News criticizing leaders, institutions and policies has risen steadily in recent decades, as illustrated by negative coverage of presidential candidates. The study found that about 25 percent of the critical coverage of candidates in 1960 was negative, while that increased to more than 50 percent during the past three presidential elections.

Patterson said the study found that by a 5-3 ratio, Americans are more likely to believe that the news has gotten worse rather than better, is more sensational rather than serious, depressing rather than uplifting, and negative rather than positive.

The study found that the news industry's reliance on soft news as the answer to shrinking audiences "may be diminishing the overall level of interest in news." It found that people are attracted to news because of its public affairs content rather than because of its stories about crime and entertainers.

People who prefer public affairs coverage are 50 percent more likely to have a strong interest in news, the study said. And those individuals are also the ones most dissatisfied with news trends and most likely to cut back.

Patterson said while the belief that crime and entertainment news sells might be right in the short run, the media are "undermining the overall demand for news by failing to account for the interests of those who traditionally have followed the news regularly."

For more than a century, coverage of public affairs has been the primary reason why millions of people read and watched the news daily.

Critical journalism and "negative news," the study said, "is weakening the demand for news by depressing the public's interest in politics."

"As politics becomes less attractive to citizens, so, too, does the news," the study said.

The report concluded that "very little sustained attention to news exists outside of a sustained interest in politics," Patterson said.

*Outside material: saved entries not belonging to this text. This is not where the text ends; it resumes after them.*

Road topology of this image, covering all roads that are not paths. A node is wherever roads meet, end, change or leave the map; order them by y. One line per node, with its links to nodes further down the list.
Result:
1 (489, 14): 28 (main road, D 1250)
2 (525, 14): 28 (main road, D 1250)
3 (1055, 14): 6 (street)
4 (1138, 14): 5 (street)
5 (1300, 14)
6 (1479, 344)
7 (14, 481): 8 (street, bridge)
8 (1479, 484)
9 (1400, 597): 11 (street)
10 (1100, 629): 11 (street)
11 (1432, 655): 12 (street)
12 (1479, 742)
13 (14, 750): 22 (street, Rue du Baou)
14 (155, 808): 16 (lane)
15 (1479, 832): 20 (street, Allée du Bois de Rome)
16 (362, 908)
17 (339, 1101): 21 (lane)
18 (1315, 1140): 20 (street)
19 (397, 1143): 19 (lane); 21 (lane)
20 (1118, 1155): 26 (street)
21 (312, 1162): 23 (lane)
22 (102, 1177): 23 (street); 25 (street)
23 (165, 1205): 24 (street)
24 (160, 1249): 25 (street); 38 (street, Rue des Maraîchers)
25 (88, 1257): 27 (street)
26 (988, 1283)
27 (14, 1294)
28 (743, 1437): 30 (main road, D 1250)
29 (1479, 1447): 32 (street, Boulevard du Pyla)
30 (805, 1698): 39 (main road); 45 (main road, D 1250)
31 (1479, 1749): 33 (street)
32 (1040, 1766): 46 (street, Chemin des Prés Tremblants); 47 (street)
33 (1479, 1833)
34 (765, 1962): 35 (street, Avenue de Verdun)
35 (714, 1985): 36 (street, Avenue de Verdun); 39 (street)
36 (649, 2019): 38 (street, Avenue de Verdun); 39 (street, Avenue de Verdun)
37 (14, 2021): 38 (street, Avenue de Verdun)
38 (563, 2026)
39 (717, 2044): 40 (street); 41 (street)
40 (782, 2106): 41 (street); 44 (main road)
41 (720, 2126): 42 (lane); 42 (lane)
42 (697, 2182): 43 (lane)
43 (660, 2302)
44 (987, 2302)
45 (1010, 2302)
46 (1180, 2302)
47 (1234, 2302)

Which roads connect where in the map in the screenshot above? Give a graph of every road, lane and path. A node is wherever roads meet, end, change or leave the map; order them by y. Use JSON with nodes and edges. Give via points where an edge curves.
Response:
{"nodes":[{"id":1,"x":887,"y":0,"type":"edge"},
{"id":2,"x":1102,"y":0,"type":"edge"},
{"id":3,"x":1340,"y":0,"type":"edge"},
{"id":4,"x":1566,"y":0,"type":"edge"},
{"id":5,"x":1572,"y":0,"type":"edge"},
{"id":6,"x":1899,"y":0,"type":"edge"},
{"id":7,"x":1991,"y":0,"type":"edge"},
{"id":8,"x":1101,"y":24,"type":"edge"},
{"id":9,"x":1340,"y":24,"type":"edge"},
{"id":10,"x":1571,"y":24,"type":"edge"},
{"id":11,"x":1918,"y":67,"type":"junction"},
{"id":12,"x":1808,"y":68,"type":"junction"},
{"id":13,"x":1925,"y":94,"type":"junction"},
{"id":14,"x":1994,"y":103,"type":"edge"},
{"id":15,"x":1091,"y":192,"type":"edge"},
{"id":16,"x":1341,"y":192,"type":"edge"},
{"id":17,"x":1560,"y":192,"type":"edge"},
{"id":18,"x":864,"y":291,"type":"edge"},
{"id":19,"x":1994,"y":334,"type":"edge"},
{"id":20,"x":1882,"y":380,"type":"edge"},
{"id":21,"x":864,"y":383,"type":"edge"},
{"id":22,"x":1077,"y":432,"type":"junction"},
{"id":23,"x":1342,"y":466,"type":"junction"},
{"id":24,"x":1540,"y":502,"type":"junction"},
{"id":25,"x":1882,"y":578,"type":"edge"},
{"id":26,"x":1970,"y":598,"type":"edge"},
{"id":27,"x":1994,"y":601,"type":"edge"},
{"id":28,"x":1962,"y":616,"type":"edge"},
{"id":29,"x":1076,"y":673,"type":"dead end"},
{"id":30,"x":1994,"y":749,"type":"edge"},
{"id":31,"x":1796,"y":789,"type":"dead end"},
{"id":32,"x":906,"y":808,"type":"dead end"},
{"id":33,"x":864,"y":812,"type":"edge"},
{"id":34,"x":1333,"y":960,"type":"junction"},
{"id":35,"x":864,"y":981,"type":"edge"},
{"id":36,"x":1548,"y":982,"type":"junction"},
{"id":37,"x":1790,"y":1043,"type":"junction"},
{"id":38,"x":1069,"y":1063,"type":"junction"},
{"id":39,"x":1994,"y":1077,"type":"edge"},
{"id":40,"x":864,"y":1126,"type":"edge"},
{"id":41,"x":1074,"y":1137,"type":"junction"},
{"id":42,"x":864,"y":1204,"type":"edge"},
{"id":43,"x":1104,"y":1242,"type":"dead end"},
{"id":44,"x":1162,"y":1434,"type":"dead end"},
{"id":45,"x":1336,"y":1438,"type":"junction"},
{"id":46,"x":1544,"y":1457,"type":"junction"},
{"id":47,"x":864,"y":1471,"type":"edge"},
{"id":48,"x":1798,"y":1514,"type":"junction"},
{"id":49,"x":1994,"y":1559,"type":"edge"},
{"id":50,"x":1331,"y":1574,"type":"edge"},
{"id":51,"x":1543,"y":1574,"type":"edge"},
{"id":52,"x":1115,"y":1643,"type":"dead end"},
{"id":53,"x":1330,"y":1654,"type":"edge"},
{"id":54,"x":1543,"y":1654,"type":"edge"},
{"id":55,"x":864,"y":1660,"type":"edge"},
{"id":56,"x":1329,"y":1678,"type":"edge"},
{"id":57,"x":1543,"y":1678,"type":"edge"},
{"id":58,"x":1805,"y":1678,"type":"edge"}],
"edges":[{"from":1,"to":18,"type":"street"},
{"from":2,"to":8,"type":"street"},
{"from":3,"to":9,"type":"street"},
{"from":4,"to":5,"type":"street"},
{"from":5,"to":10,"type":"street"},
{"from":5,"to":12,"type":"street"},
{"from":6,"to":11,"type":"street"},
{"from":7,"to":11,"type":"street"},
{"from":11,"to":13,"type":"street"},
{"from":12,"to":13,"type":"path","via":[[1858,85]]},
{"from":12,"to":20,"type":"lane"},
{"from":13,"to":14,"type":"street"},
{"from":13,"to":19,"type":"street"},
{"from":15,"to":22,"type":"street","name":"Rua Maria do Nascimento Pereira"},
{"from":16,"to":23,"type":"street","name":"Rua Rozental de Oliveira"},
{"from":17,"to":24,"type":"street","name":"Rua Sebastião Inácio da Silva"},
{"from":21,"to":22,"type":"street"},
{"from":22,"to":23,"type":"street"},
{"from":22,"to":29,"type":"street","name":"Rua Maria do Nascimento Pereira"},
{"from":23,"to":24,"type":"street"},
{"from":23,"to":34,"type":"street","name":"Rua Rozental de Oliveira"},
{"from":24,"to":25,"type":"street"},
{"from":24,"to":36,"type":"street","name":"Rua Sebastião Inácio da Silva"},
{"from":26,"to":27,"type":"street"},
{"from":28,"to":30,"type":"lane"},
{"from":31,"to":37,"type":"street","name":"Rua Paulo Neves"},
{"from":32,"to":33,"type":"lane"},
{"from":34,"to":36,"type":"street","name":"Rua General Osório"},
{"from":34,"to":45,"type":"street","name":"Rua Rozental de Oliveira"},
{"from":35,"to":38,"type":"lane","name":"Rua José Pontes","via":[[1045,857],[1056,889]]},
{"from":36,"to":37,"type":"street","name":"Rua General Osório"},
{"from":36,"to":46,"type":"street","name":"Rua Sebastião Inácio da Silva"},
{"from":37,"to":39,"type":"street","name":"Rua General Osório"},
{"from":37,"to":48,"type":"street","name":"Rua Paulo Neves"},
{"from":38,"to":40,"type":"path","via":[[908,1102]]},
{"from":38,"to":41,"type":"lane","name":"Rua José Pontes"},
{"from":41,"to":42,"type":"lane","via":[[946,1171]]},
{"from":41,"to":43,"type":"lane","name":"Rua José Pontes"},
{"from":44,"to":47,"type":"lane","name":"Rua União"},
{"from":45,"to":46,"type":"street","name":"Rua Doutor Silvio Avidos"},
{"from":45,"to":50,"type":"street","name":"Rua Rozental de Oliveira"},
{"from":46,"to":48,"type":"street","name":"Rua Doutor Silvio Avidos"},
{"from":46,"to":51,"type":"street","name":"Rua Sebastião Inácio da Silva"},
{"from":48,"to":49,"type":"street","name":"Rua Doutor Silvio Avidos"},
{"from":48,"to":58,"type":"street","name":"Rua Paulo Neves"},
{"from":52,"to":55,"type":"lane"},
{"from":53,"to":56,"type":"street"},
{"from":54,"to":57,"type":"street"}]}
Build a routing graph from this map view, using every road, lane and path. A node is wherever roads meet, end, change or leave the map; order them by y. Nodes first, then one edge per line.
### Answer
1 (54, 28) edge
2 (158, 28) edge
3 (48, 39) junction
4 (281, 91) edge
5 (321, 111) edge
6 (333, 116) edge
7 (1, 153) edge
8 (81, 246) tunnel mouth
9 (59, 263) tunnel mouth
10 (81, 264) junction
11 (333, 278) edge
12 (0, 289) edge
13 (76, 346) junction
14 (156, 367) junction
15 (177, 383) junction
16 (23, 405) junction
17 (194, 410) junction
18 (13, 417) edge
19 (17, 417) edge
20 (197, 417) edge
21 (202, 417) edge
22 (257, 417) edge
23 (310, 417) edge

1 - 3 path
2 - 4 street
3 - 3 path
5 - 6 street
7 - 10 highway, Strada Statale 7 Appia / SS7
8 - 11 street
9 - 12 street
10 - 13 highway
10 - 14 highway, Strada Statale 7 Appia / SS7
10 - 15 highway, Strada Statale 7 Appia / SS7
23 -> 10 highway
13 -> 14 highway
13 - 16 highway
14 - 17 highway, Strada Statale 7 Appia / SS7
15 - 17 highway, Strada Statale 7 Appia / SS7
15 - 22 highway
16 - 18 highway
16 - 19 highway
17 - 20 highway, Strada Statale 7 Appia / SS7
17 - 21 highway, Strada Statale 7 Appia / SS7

It also concluded that critical journalism, in order to renew interest in politics and in the news, needed to give way to a "more credible" form of journalism, one that "does not ignore official wrongdoing and does not turn the media agenda over to the newsmakers" but does give them "a proper voice."

It would also pay "sufficient attention" to government and assess politicians by "reasonable standards."


Copyright 2000 by United Press International. All rights reserved.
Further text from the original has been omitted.